So I have a nontemplate base
class which contains "default" settings for it's methods. Then I'm trying to use inheritance with a templated class. Here is a snippet of example code for illustration.
// enums for as a template selector
enum class version
{
ver1,
ver2,
ver3
};
// Base class with fabricated methods
struct base
{
virtual void propertyOne()
{
// some default action
}
virtual void propertyTwo()
{
// some default action
}
};
// derived class
template <version V>
struct derived : public base
{
virtual void propertyOne()
{
helper< One, V >();
}
virtual void propertyTwo()
{
helper< Two, V >();
}
}
I'm using a helper function to perform a "generic" algorithm on different "fields" which are used in class traits.

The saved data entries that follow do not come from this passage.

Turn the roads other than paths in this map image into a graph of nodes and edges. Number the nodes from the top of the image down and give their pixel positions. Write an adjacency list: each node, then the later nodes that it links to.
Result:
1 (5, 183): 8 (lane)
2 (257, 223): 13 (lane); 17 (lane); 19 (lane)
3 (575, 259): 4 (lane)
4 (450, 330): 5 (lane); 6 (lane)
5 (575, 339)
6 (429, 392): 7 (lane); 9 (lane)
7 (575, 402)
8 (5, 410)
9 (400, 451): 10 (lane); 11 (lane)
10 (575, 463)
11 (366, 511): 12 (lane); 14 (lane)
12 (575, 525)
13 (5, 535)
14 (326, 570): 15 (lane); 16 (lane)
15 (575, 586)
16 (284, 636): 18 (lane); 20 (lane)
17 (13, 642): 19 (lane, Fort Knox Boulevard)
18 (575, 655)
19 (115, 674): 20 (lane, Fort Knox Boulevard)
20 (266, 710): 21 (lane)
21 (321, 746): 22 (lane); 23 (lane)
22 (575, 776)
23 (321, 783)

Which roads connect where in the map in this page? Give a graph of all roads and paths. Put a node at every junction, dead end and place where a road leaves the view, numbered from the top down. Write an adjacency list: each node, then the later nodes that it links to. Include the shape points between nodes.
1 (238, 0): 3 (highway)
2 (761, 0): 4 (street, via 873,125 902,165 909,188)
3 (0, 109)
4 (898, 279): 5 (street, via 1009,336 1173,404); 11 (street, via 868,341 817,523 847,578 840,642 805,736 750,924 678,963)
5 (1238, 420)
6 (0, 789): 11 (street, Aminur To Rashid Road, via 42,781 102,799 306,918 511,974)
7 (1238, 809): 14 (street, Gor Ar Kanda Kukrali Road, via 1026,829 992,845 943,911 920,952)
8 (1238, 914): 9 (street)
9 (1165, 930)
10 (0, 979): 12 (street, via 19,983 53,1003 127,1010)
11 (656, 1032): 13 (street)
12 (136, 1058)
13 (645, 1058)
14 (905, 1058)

For example: A field is something similar to this
struct field
{
int thingone;
constexpr field(int i):thingone(i){}
};
In c++ 11, in order to give field instances external linkage I wrapped them as static members of another structure (c++14 relaxes these rules, oh well). The whole reason I'm doing this is because I need constant expression values from it (e.g. member variable thingone is needed as a template params of another method which requires it to be a constant expression).
struct fields
{
static constexpr field One{1};
static constexpr field Two{2};
};
// defining trait class from structure above
template< const field& T, revision R >
class fieldTraits;
// sample fieldTrait definitions for illustrative purposes
template< >
class fieldTraits< fields::One, revision::ver3>
{
public:
// Let's say I have common field names
// with different constants that I want to plug
// into the "helper" algorithm
static constexpr size_t field_val = 1;
};
template< >
class fieldTraits< fields::Two, revision::ver1>
{
public:
// Let's say I have common field names
// with different constants that I want to plug
// into the "helper" algorithm
static constexpr size_t field_val = 1;
};
// Main guts of the class methods above
template< const field& F, revision R, typename TT = traitClass<F,R> >
void helper()
{
// Let's pretend I'm doing something useful with that data
std::cout << F.thingone << std::endl;
std::cout << TT::field_val << std::endl;
}
The problem I hit is trying to instantiate for example
derived<revision::rev1> l_derived;
Since I only defined the trait class for ver3
, I can't instantiate the class without defining the trait class for ver1
, and ver2
explicitly. But if the traits classes are exactly the same for, say, ver1
- ver 3
, is any kind of enable_if condition I had to make this template class valid for all revs <= ver3
?
I couldn't find anything in the traits_type header which mainly offers compile time "type" checks such as std::is_same
, etc.
I know one option is to copy-paste the trait classes for ver1
-ver3
but that seemed to be redundant since I wanted to avoid copy-pasting repetitive code.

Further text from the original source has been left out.